> **EXERCISE GOAL**: Find all lines below containing the string "true" and return them.

Dataset items
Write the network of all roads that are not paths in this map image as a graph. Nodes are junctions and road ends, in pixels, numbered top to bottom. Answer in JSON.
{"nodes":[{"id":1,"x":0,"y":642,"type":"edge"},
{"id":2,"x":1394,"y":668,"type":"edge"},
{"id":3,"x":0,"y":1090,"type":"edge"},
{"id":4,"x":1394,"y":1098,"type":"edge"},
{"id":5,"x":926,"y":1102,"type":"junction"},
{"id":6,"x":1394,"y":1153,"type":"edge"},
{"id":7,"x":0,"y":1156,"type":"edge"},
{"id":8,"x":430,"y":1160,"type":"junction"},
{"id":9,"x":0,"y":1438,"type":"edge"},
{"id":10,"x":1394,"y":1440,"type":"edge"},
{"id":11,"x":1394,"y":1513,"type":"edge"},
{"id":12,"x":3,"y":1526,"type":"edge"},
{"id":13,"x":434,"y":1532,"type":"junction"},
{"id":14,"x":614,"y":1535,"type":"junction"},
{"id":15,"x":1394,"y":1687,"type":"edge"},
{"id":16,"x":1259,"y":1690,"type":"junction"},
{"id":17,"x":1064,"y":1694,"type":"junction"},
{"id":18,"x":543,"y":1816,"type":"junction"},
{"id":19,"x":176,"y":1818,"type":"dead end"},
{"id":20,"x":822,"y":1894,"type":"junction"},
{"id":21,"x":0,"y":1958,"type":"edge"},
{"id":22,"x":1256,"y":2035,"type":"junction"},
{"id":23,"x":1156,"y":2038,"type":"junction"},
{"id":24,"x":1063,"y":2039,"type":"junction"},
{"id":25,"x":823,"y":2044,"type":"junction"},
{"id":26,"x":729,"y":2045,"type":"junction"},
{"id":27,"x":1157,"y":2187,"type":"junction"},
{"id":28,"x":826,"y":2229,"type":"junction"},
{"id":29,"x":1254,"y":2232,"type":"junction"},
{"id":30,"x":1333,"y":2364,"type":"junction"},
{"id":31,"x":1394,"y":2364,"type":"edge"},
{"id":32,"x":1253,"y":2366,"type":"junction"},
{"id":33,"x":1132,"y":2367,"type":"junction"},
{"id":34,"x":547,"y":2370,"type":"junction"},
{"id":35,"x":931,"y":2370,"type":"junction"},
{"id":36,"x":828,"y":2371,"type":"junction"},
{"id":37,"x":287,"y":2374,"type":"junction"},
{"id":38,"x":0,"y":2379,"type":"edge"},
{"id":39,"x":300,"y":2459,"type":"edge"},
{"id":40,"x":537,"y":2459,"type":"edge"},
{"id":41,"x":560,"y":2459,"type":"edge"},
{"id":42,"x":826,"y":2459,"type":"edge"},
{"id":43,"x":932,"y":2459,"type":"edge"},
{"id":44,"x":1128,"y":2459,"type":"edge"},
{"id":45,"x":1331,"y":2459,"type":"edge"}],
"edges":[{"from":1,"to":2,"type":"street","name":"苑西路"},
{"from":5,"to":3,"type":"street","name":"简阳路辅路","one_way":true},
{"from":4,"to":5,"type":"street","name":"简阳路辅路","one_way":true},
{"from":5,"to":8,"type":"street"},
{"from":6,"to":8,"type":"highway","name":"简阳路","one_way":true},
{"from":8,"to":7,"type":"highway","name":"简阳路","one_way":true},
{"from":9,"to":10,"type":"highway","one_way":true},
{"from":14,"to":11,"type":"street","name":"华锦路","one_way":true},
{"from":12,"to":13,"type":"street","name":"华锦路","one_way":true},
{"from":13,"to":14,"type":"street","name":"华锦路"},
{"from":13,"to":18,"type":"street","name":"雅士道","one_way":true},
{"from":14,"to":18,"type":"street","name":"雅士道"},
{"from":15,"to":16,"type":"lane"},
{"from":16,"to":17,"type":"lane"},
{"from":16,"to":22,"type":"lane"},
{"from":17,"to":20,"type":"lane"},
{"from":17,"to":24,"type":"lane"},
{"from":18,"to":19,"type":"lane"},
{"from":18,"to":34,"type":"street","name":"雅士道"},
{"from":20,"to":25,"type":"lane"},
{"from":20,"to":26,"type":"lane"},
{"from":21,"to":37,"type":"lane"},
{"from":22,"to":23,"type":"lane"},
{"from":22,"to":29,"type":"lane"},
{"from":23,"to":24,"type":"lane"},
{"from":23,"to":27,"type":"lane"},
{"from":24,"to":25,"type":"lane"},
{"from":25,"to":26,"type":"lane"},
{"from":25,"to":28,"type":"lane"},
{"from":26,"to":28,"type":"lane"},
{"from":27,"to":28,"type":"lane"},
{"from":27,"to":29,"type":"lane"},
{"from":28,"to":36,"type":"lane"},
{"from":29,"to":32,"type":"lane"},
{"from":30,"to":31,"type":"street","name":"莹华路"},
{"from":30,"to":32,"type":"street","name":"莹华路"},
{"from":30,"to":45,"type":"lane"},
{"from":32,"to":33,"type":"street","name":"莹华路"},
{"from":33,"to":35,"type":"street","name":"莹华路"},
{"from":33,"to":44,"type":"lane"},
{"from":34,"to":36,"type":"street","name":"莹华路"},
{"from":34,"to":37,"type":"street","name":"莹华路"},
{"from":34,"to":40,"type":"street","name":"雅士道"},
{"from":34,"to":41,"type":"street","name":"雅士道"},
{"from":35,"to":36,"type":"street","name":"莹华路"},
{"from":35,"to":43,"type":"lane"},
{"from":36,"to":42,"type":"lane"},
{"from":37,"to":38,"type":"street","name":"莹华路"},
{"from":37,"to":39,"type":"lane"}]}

> **EXERCISE RESULT**:
{"from":5,"to":3,"type":"street","name":"简阳路辅路","one_way":true},
{"from":4,"to":5,"type":"street","name":"简阳路辅路","one_way":true},
{"from":6,"to":8,"type":"highway","name":"简阳路","one_way":true},
{"from":8,"to":7,"type":"highway","name":"简阳路","one_way":true},
{"from":9,"to":10,"type":"highway","one_way":true},
{"from":14,"to":11,"type":"street","name":"华锦路","one_way":true},
{"from":12,"to":13,"type":"street","name":"华锦路","one_way":true},
{"from":13,"to":18,"type":"street","name":"雅士道","one_way":true},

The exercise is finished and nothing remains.